**Problem**:
Could you print out every entry, character for character?

**Task input**:
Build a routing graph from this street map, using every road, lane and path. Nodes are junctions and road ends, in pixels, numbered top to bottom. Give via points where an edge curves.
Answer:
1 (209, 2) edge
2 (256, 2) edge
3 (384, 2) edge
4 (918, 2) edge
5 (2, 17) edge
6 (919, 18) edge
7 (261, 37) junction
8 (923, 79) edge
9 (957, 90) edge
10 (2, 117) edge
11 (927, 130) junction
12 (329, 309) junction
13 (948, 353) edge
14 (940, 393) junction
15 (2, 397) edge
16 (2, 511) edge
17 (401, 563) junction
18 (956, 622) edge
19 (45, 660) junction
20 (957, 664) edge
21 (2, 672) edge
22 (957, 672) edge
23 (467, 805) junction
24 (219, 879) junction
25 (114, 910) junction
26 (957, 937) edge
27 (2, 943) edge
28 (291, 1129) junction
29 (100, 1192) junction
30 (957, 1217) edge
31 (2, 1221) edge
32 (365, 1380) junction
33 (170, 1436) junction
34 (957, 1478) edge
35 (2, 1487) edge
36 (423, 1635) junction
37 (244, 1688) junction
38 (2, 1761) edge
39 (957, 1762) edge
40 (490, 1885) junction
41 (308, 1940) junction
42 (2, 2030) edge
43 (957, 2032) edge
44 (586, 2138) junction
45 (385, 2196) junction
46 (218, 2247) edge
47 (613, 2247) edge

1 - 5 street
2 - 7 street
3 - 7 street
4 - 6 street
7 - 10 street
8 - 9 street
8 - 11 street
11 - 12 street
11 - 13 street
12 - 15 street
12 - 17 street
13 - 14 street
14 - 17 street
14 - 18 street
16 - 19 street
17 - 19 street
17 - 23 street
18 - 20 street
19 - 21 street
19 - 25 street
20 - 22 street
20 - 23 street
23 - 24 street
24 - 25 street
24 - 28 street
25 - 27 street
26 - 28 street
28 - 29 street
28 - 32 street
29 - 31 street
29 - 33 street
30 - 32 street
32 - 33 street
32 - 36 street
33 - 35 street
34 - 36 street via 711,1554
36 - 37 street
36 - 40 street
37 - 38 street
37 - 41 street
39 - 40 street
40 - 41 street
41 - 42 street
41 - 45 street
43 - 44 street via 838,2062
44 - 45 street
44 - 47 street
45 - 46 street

**Solution below**:
Build a routing graph from this street map, using every road, lane and path. Nodes are junctions and road ends, in pixels, numbered top to bottom. Give via points where an edge curves.
Answer:
1 (209, 2) edge
2 (256, 2) edge
3 (384, 2) edge
4 (918, 2) edge
5 (2, 17) edge
6 (919, 18) edge
7 (261, 37) junction
8 (923, 79) edge
9 (957, 90) edge
10 (2, 117) edge
11 (927, 130) junction
12 (329, 309) junction
13 (948, 353) edge
14 (940, 393) junction
15 (2, 397) edge
16 (2, 511) edge
17 (401, 563) junction
18 (956, 622) edge
19 (45, 660) junction
20 (957, 664) edge
21 (2, 672) edge
22 (957, 672) edge
23 (467, 805) junction
24 (219, 879) junction
25 (114, 910) junction
26 (957, 937) edge
27 (2, 943) edge
28 (291, 1129) junction
29 (100, 1192) junction
30 (957, 1217) edge
31 (2, 1221) edge
32 (365, 1380) junction
33 (170, 1436) junction
34 (957, 1478) edge
35 (2, 1487) edge
36 (423, 1635) junction
37 (244, 1688) junction
38 (2, 1761) edge
39 (957, 1762) edge
40 (490, 1885) junction
41 (308, 1940) junction
42 (2, 2030) edge
43 (957, 2032) edge
44 (586, 2138) junction
45 (385, 2196) junction
46 (218, 2247) edge
47 (613, 2247) edge

1 - 5 street
2 - 7 street
3 - 7 street
4 - 6 street
7 - 10 street
8 - 9 street
8 - 11 street
11 - 12 street
11 - 13 street
12 - 15 street
12 - 17 street
13 - 14 street
14 - 17 street
14 - 18 street
16 - 19 street
17 - 19 street
17 - 23 street
18 - 20 street
19 - 21 street
19 - 25 street
20 - 22 street
20 - 23 street
23 - 24 street
24 - 25 street
24 - 28 street
25 - 27 street
26 - 28 street
28 - 29 street
28 - 32 street
29 - 31 street
29 - 33 street
30 - 32 street
32 - 33 street
32 - 36 street
33 - 35 street
34 - 36 street via 711,1554
36 - 37 street
36 - 40 street
37 - 38 street
37 - 41 street
39 - 40 street
40 - 41 street
41 - 42 street
41 - 45 street
43 - 44 street via 838,2062
44 - 45 street
44 - 47 street
45 - 46 street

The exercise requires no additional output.